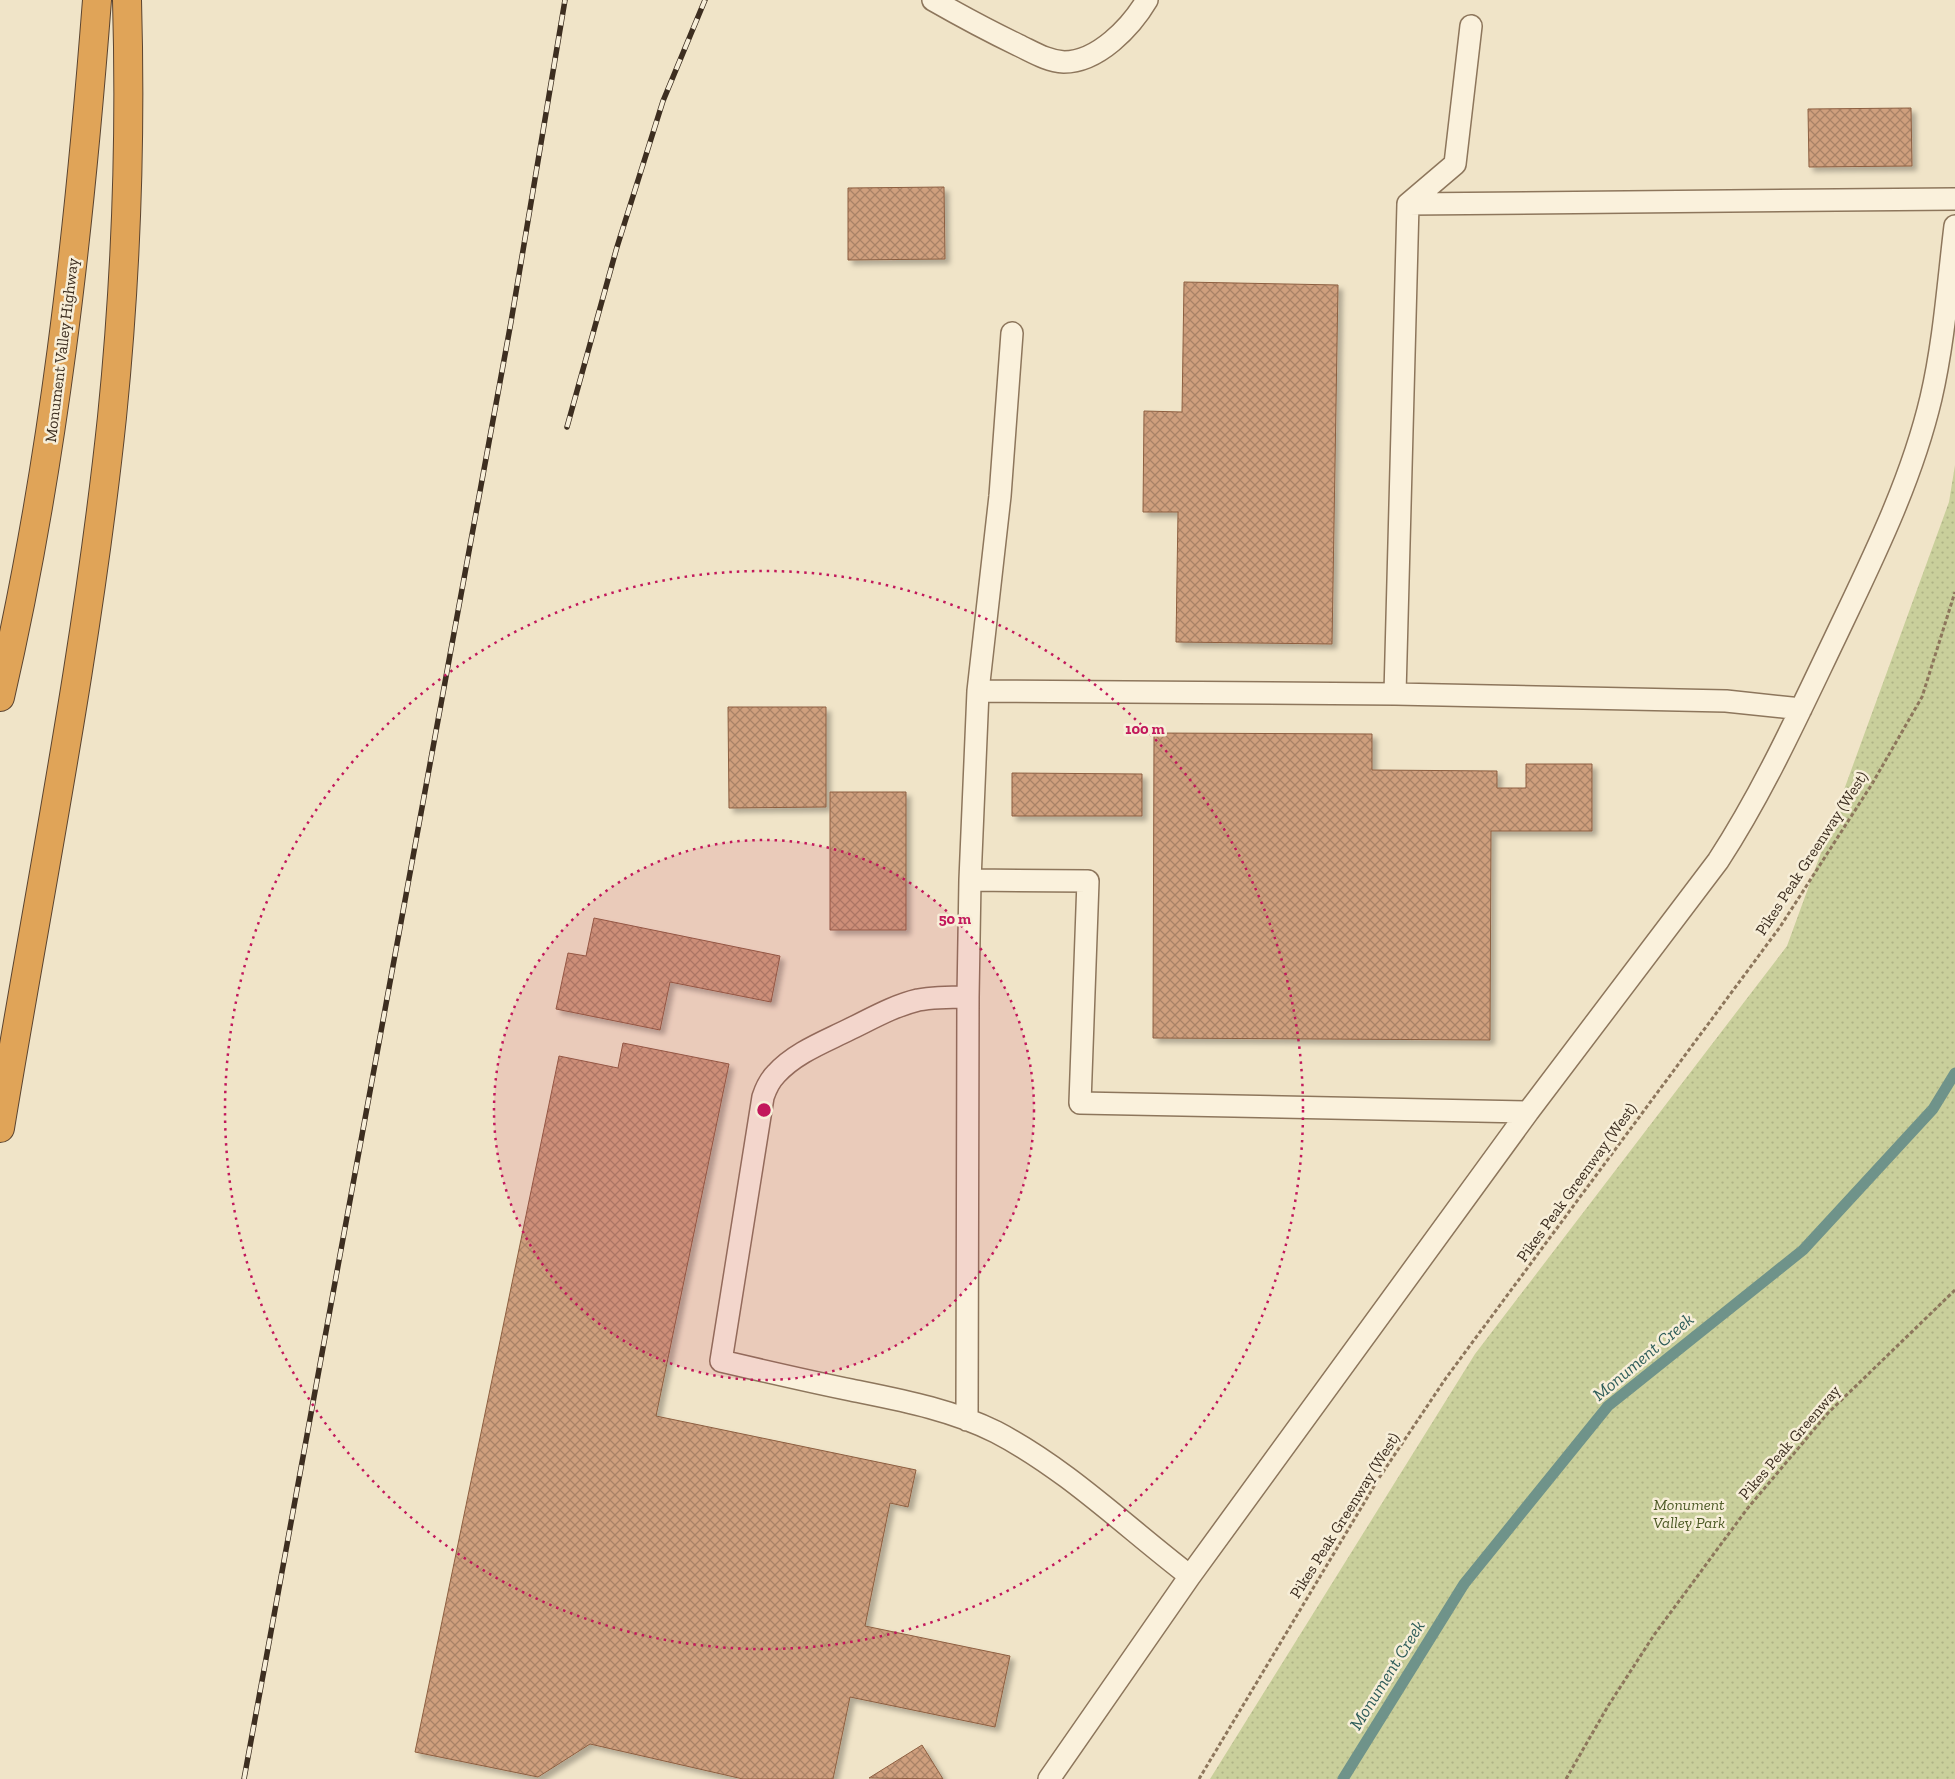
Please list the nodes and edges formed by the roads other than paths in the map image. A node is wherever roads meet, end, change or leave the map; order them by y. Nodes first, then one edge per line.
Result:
1 (97, 0) edge
2 (127, 0) edge
3 (933, 0) edge
4 (1147, 0) edge
5 (1471, 26) dead end
6 (1955, 199) edge
7 (1408, 204) junction
8 (1955, 226) edge
9 (1012, 333) dead end
10 (978, 691) junction
11 (1395, 694) junction
12 (0, 697) edge
13 (1801, 709) junction
14 (970, 880) junction
15 (968, 997) junction
16 (1528, 1112) junction
17 (0, 1128) edge
18 (968, 1420) junction
19 (1190, 1576) junction
20 (1049, 1779) edge

1 - 12 highway, Monument Valley Highway
2 - 17 highway
3 - 4 lane
5 - 7 lane
6 - 7 lane
7 - 11 lane
8 - 13 lane
9 - 10 lane
10 - 11 lane
10 - 14 lane
11 - 13 lane
13 - 16 lane
14 - 15 lane
14 - 16 lane
15 - 18 lane
15 - 18 lane
16 - 19 lane
18 - 19 lane
19 - 20 lane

------------------------------------------------------------------------

WHAT YOU WILL DO: Write the entries above out again exactly, omitting each image.

FINAL ANSWER:
Please list the nodes and edges formed by the roads other than paths in the map image. A node is wherever roads meet, end, change or leave the map; order them by y. Nodes first, then one edge per line.
Result:
1 (97, 0) edge
2 (127, 0) edge
3 (933, 0) edge
4 (1147, 0) edge
5 (1471, 26) dead end
6 (1955, 199) edge
7 (1408, 204) junction
8 (1955, 226) edge
9 (1012, 333) dead end
10 (978, 691) junction
11 (1395, 694) junction
12 (0, 697) edge
13 (1801, 709) junction
14 (970, 880) junction
15 (968, 997) junction
16 (1528, 1112) junction
17 (0, 1128) edge
18 (968, 1420) junction
19 (1190, 1576) junction
20 (1049, 1779) edge

1 - 12 highway, Monument Valley Highway
2 - 17 highway
3 - 4 lane
5 - 7 lane
6 - 7 lane
7 - 11 lane
8 - 13 lane
9 - 10 lane
10 - 11 lane
10 - 14 lane
11 - 13 lane
13 - 16 lane
14 - 15 lane
14 - 16 lane
15 - 18 lane
15 - 18 lane
16 - 19 lane
18 - 19 lane
19 - 20 lane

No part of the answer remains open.